The Unnoticed Silo by Chris M.Chris M. (mrkapowski)

My employer has started blocking 1Password.com recently, breaking my ability to access my passwords and Two-Factor Authentication (2FA) details using the browser extension. I can still get these details on my phone, but typing a completely random 22-character password by hand is far from ideal, and a bit of a pain in the rump, to be honest. This isn’t their most egregious “security theatre” policy, but it is one of the most impactful (to me).

If the blocking of the 1Password browser extension is technical enforcement of a written corporate policy, then the “problem” is the written corporate policy. Even if the 1Password browser extension were allowed you would violate that policy the minute you used it in a way that was not approved.

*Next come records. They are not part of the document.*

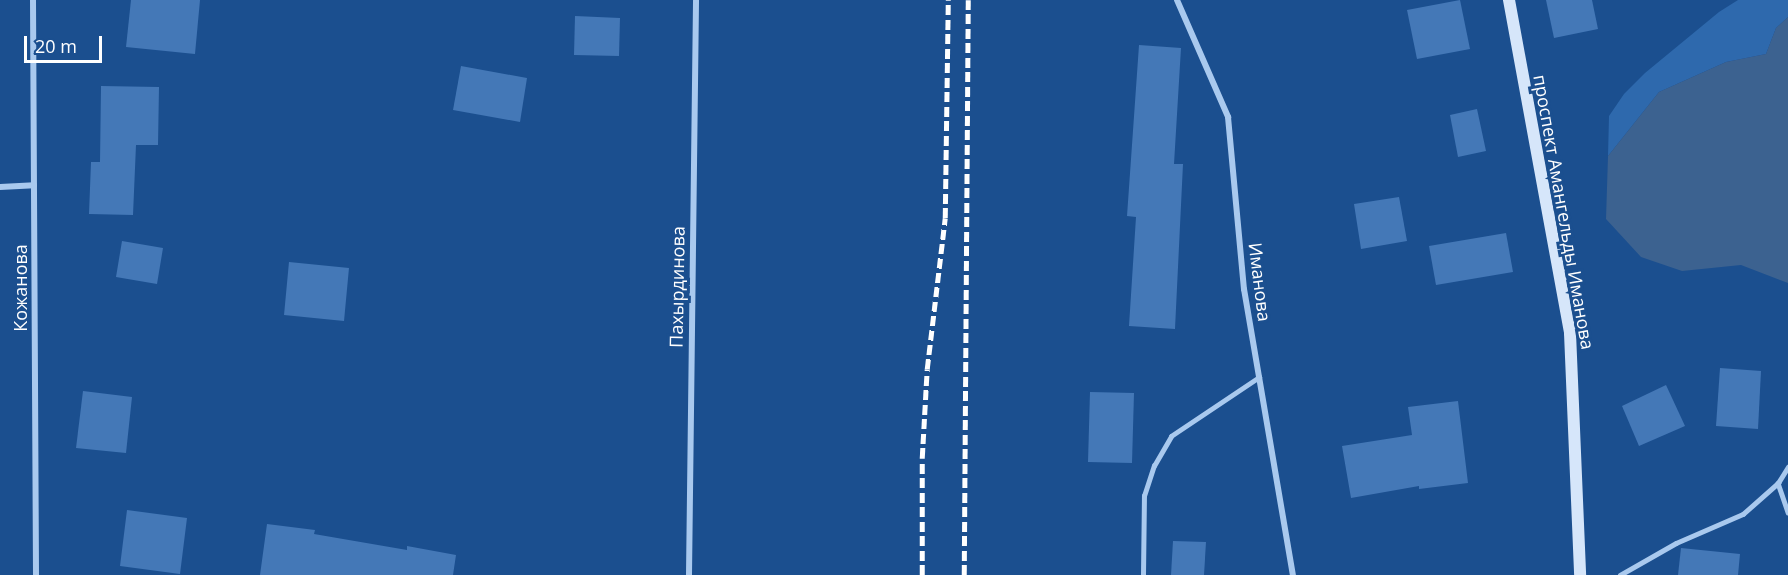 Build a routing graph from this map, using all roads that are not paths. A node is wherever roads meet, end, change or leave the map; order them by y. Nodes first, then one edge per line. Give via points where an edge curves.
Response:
1 (33, 0) edge
2 (696, 0) edge
3 (1177, 0) edge
4 (1509, 0) edge
5 (34, 185) junction
6 (0, 187) edge
7 (1259, 376) junction
8 (1788, 467) edge
9 (1778, 483) junction
10 (1788, 512) edge
11 (36, 575) edge
12 (689, 575) edge
13 (1143, 575) edge
14 (1293, 575) edge
15 (1580, 575) edge
16 (1620, 575) edge

1 - 5 street, Кожанова
2 - 12 street, Пахырдинова
3 - 7 street, Иманова via 1228,117 1244,289
4 - 15 main road, проспект Амангельды Иманова via 1570,333
5 - 6 street
5 - 11 street, Кожанова
7 - 13 lane via 1171,436 1154,466 1144,496
7 - 14 street, Иманова
8 - 9 lane
9 - 10 lane
9 - 16 lane via 1743,514 1676,543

I think Ton Zijlstra stated is correct, “..the actual silo you’re trying to escape is the company”.

2 thoughts on “Corporate Silo

    • We don’t know that the policy is absurd as we don’t know the why of the policy. Perhaps the company is concerned that employees will use the password manager to store company passwords and the company policy says “don’t do that”.

      In certain environments there are regulatory requirements that preclude the use of such technology. In the environments I often work in, any avenue by which data could be exfiltrated - email, online storage, social media, etc. - is blocked. That includes password managers.

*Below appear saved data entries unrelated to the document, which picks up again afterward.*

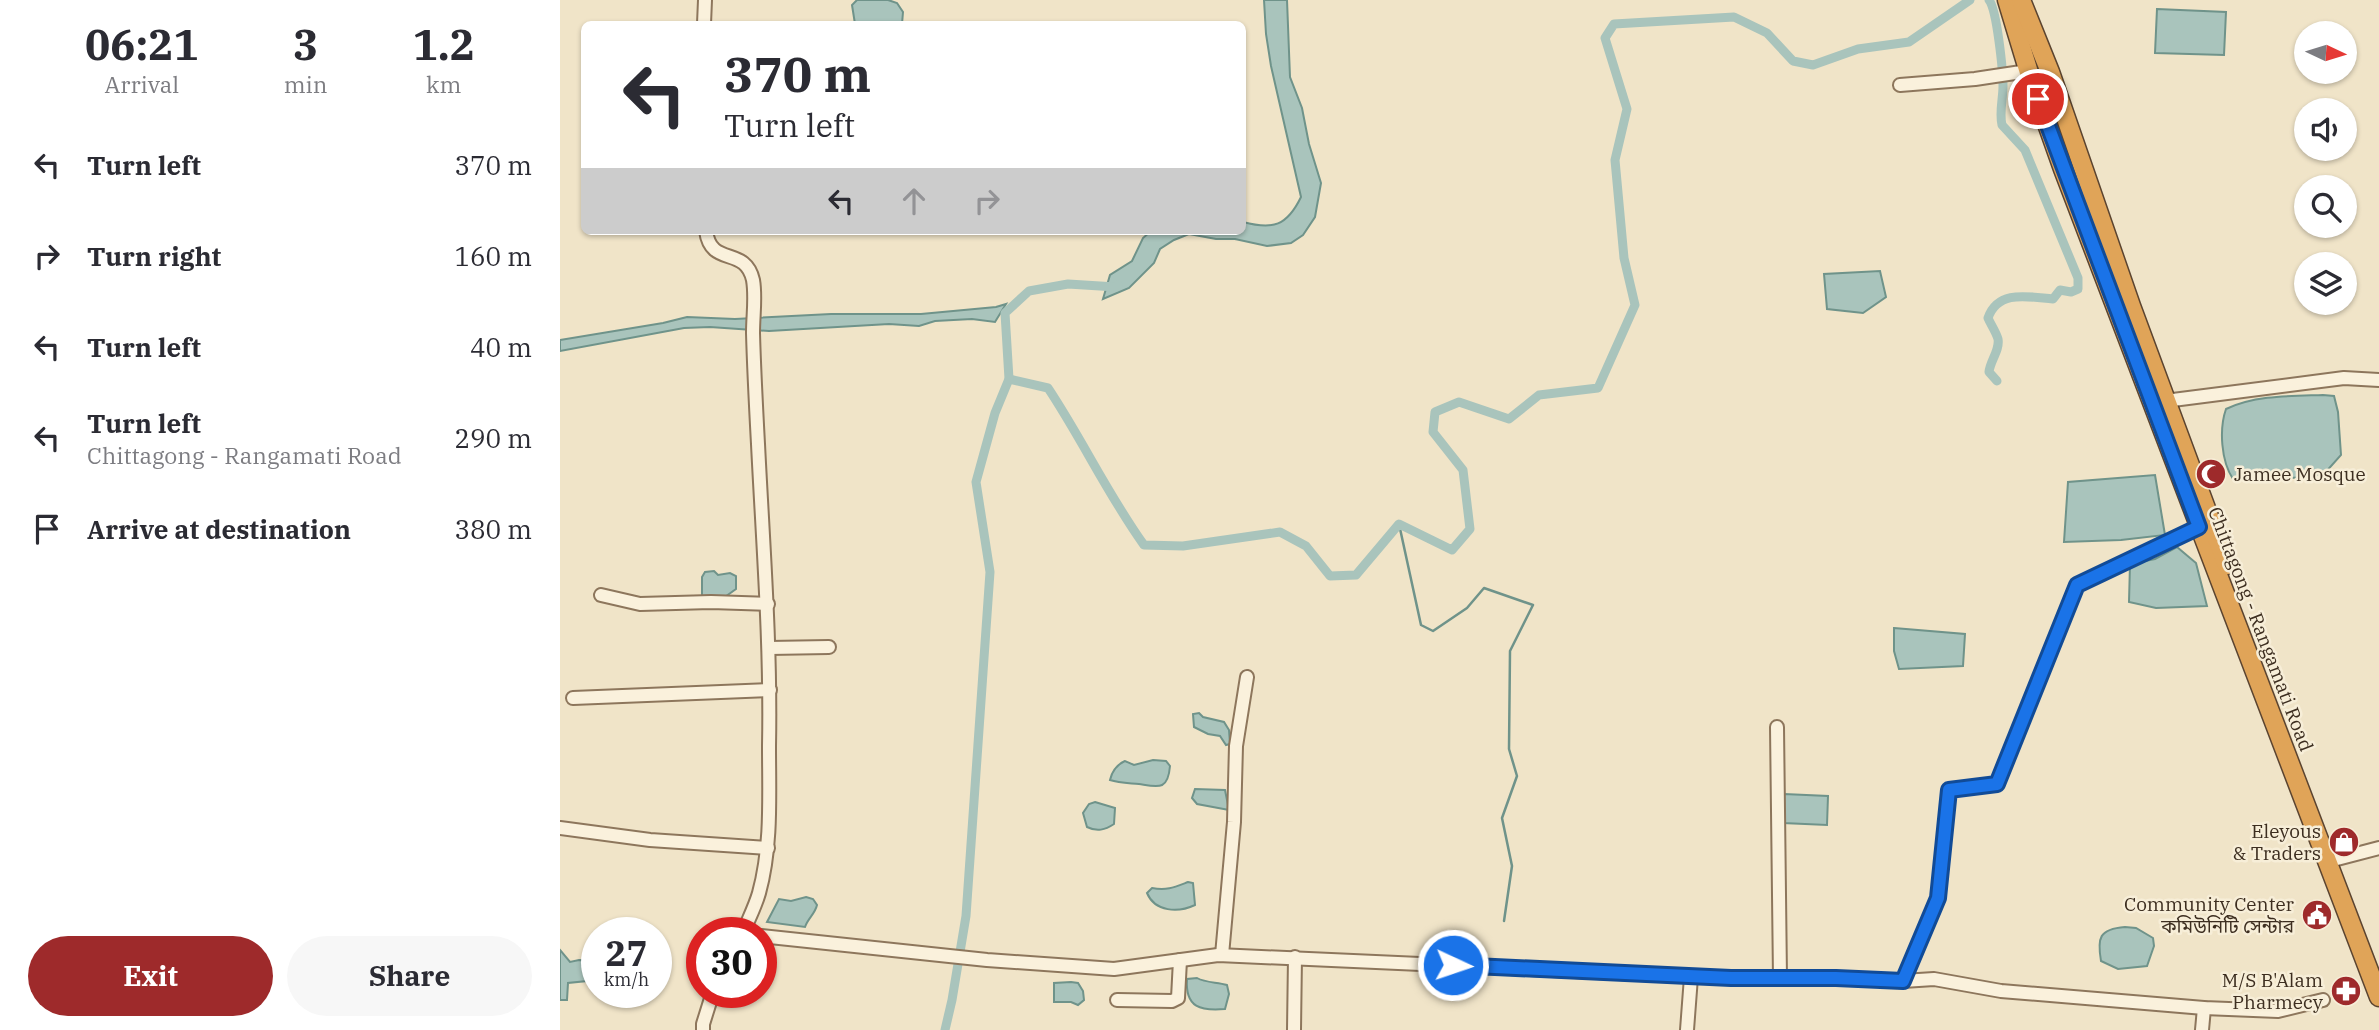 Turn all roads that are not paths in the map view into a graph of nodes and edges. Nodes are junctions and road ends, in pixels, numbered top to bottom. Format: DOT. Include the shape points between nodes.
graph roads {
  1 [pos="705,0"];
  2 [pos="2007,0"];
  3 [pos="2021,0"];
  4 [pos="704,21"];
  5 [pos="2024,74"];
  6 [pos="1900,85"];
  7 [pos="706,235"];
  8 [pos="2379,380"];
  9 [pos="2165,401"];
  10 [pos="2207,536"];
  11 [pos="601,595"];
  12 [pos="768,604"];
  13 [pos="829,646"];
  14 [pos="769,648"];
  15 [pos="1247,677"];
  16 [pos="770,690"];
  17 [pos="572,698"];
  18 [pos="1776,727"];
  19 [pos="560,828"];
  20 [pos="768,848"];
  21 [pos="2379,848"];
  22 [pos="2337,859"];
  23 [pos="750,917"];
  24 [pos="777,938"];
  25 [pos="1222,955"];
  26 [pos="1295,957"];
  27 [pos="1181,960"];
  28 [pos="2379,971"];
  29 [pos="1691,976"];
  30 [pos="1780,978"];
  31 [pos="1903,981"];
  32 [pos="2379,997"];
  33 [pos="1117,1000"];
  34 [pos="2323,1000"];
  35 [pos="708,1008"];
  36 [pos="2204,1008"];
  37 [pos="704,1030"];
  38 [pos="1294,1030"];
  39 [pos="1688,1030"];
  40 [pos="2202,1030"];
  1 -- 4 [label="street"];
  2 -- 5 [label="highway, Chittagong - Rangamati Road"];
  3 -- 9 [label="highway"];
  5 -- 6 [label="street"];
  5 -- 10 [label="highway, Chittagong - Rangamati Road"];
  7 -- 12 [label="street" via="713,250 741,260 752,277"];
  8 -- 9 [label="street" via="2344,378"];
  9 -- 10 [label="highway"];
  10 -- 22 [label="highway"];
  10 -- 31 [label="street" via="2077,585 1997,784 1949,790 1938,898"];
  10 -- 32 [label="highway, Chittagong - Rangamati Road"];
  11 -- 12 [label="street" via="640,604"];
  12 -- 14 [label="street"];
  13 -- 14 [label="street"];
  14 -- 16 [label="street"];
  15 -- 25 [label="street" via="1236,746"];
  16 -- 17 [label="street"];
  16 -- 20 [label="street"];
  18 -- 30 [label="street"];
  19 -- 20 [label="street"];
  20 -- 23 [label="street"];
  21 -- 22 [label="street"];
  22 -- 28 [label="highway"];
  24 -- 27 [label="street" via="988,961 1114,969"];
  25 -- 26 [label="street"];
  25 -- 27 [label="street"];
  26 -- 29 [label="street"];
  26 -- 38 [label="street"];
  27 -- 33 [label="street" via="1178,998"];
  29 -- 30 [label="street"];
  29 -- 39 [label="street"];
  30 -- 31 [label="street"];
  31 -- 36 [label="street" via="1934,979 2001,991"];
  34 -- 36 [label="street" via="2278,1011"];
  35 -- 37 [label="street"];
  36 -- 40 [label="street"];
}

      https://support.1password.com/files/

      The last thing the corporate lawyers wants to admit to anyone is “we could have prevented this but we didn’t”. The job of these policies is to protect the company from whatever risks have been identified. The risk may be you.

      It’s offensive to me when someone with no background, experience or training in cyber-security second guesses the decision made by their security staff. It would be better to ask them why the policy is in place and ask them to explain it.